Let us look at our suspect infrastructure. Levees, roads, power grids, and coastal erosion. Effective levees require more than big piles of dirt, as farmers in the Midwest discover every five or so years. You have to have a system that works, and building that system costs money - public wealth. Public wealth to construct such a system would pay for planning, construction and implementation, creating jobs and giving a return on investment to folks all over the nation who ship their goods or have goods shipped to them anywhere the Mississippi River is factor. Roads make it easier for people and goods to get around, and offer the return of job creation and increased commerce.
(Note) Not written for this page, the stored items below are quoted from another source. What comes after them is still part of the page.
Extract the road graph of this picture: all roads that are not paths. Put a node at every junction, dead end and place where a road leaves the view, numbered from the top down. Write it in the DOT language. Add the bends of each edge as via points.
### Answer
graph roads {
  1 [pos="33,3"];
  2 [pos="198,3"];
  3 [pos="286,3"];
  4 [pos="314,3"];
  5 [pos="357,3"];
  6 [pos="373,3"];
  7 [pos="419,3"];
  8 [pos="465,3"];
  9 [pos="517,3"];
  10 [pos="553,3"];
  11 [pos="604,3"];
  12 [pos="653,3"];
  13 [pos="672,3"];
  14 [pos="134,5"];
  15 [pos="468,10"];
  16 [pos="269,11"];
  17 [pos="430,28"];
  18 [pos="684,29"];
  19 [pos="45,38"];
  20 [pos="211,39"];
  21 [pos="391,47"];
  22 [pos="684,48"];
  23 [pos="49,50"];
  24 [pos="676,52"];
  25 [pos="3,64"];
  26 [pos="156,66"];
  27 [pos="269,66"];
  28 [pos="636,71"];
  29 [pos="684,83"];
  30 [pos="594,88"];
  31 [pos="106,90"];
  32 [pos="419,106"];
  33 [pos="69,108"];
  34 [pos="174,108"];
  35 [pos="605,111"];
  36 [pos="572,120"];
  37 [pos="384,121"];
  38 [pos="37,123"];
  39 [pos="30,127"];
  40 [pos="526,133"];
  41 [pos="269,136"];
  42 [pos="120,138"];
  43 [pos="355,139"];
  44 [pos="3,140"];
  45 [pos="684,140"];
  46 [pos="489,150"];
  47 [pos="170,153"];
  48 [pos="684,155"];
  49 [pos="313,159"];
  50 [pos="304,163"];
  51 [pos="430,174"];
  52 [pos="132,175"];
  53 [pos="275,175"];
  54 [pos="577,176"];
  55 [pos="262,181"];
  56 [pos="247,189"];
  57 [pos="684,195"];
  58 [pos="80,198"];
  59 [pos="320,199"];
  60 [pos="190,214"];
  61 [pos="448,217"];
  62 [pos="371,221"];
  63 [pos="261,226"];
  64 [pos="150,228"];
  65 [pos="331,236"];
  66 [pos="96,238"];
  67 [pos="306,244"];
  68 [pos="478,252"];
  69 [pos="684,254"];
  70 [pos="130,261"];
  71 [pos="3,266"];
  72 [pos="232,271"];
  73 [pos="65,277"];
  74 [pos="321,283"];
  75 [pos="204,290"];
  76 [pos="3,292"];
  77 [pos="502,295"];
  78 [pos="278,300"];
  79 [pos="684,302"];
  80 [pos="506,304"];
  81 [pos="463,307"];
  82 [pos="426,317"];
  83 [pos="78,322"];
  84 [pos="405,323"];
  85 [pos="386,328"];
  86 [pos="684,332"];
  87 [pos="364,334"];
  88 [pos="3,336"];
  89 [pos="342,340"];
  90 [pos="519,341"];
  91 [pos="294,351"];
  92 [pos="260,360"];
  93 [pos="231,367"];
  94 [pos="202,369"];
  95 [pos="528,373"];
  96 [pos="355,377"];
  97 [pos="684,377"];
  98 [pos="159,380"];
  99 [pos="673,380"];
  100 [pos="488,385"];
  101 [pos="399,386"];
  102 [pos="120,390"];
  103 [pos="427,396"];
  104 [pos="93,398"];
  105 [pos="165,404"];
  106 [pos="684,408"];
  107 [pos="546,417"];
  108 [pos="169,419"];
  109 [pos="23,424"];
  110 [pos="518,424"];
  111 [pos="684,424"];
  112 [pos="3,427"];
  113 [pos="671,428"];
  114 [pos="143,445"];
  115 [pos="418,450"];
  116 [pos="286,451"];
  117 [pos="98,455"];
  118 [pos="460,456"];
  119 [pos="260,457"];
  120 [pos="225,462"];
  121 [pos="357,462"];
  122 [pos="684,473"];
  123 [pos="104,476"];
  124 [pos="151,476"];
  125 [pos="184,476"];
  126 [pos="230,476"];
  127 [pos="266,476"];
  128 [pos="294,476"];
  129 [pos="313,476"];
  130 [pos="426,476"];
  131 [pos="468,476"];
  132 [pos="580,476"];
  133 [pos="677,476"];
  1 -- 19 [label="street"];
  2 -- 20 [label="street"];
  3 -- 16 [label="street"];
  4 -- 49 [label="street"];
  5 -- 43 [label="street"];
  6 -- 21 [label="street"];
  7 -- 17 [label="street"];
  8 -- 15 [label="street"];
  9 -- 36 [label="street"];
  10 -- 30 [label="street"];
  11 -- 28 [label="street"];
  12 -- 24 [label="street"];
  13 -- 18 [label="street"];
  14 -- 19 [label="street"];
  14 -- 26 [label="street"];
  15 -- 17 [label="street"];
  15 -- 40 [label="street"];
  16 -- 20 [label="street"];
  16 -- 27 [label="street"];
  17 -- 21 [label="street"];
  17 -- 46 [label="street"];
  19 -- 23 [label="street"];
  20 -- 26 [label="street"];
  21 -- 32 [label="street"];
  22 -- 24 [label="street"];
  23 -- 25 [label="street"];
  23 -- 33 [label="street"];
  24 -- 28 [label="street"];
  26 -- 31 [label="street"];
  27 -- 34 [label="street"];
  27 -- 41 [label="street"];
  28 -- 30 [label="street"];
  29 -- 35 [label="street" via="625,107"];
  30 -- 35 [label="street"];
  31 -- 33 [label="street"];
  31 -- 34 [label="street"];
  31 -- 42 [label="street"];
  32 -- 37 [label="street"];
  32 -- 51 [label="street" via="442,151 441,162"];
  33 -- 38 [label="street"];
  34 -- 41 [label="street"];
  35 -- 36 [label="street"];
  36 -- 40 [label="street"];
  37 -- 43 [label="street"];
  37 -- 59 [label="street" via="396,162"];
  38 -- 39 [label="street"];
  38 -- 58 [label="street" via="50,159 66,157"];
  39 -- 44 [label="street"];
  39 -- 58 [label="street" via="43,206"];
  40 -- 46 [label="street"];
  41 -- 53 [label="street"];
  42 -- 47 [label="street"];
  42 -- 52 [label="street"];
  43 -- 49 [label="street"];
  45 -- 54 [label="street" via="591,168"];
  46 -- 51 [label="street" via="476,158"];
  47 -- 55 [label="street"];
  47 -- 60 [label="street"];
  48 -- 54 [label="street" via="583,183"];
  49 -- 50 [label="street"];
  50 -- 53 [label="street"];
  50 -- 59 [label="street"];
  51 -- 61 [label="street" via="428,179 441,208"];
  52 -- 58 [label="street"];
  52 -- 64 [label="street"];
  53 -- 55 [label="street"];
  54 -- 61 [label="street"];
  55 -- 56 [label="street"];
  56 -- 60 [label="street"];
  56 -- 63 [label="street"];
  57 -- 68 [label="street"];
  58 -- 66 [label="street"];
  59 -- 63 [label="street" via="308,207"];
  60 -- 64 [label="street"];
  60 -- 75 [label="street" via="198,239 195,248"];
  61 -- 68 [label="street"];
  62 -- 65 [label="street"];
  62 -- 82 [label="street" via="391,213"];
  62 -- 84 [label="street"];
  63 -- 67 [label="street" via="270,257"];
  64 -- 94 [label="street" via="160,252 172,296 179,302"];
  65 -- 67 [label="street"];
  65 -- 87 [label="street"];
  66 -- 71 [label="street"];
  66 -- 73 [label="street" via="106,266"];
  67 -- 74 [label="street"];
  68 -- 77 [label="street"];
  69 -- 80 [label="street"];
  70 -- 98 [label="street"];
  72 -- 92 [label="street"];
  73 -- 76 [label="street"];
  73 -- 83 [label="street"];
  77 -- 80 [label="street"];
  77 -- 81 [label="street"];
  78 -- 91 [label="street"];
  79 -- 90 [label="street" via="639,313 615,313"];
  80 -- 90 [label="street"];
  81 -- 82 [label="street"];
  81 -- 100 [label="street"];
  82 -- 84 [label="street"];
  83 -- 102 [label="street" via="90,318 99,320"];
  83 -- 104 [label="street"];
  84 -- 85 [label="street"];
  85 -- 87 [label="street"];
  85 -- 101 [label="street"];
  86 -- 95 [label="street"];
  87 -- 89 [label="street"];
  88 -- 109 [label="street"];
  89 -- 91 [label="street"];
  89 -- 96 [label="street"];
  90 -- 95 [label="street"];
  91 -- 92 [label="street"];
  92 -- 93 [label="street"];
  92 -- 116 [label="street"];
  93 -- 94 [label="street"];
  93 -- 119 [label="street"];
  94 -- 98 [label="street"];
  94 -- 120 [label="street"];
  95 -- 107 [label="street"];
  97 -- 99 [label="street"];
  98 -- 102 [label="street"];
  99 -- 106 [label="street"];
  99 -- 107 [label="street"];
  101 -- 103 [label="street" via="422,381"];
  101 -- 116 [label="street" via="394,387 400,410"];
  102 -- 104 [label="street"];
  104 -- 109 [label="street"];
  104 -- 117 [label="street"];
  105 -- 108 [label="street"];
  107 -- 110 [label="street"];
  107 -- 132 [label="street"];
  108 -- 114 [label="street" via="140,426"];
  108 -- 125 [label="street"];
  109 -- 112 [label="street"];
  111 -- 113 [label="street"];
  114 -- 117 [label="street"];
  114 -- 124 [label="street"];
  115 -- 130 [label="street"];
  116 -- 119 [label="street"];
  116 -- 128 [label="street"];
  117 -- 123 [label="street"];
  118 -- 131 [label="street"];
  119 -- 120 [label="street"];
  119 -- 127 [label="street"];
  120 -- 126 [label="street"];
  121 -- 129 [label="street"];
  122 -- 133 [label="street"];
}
I can only imagine how much better things would be here if we had competition in power delivery, but here we languish under a monopoly caused by giving so many breaks to business just to keep them around. The same thing happened with the coast, as the state bent over backwards to support an oil industry that was free from ecological regulation and that ended up sending profit revenue streams to distant lands of Houston and Washington, D.C.
Let us look at our suspect business culture. Failing schools, a medical industry in turmoil and emergency services that, despite the heroic efforts of many are made a laughingstock by the few. Without adequate public schools, it will be difficult for a middle class to sustain itself here. Without adequate medical infrastructure, our population will always remain beholden to the ER. Without adequate emergency services, crime and accidents will compound tragedies and drive away those who sustain a middle class.
All of these problems are real and fixable. They can be addressed by spending public wealth correctly and efficiently. They can be addressed by effective resource management. Repairing all of these aspects of society here will drive job growth, commerce, investment and at the same time preserve the unique quality of life here that makes New Orleans so worthwhile. Will it take money? Oh, yes. Plenty of it. But you get a return on that investment all over the country, and especially in the South and Midwest. And to do so will cost less in the long term than it would be to let such problems fester unanswered.
The reason I bring it up is because New Orleans is a microcosm of what is happening all over America. While Everyplace, USA has these same problems to some degree, New Orleans gets to be the poster child of Things Gone Wrong.
A bigger problem is calling the cure 'socialist' or 'marxist' or 'redistribution.' Fix the way the money is spent, and eventually you won't have to spend so much money.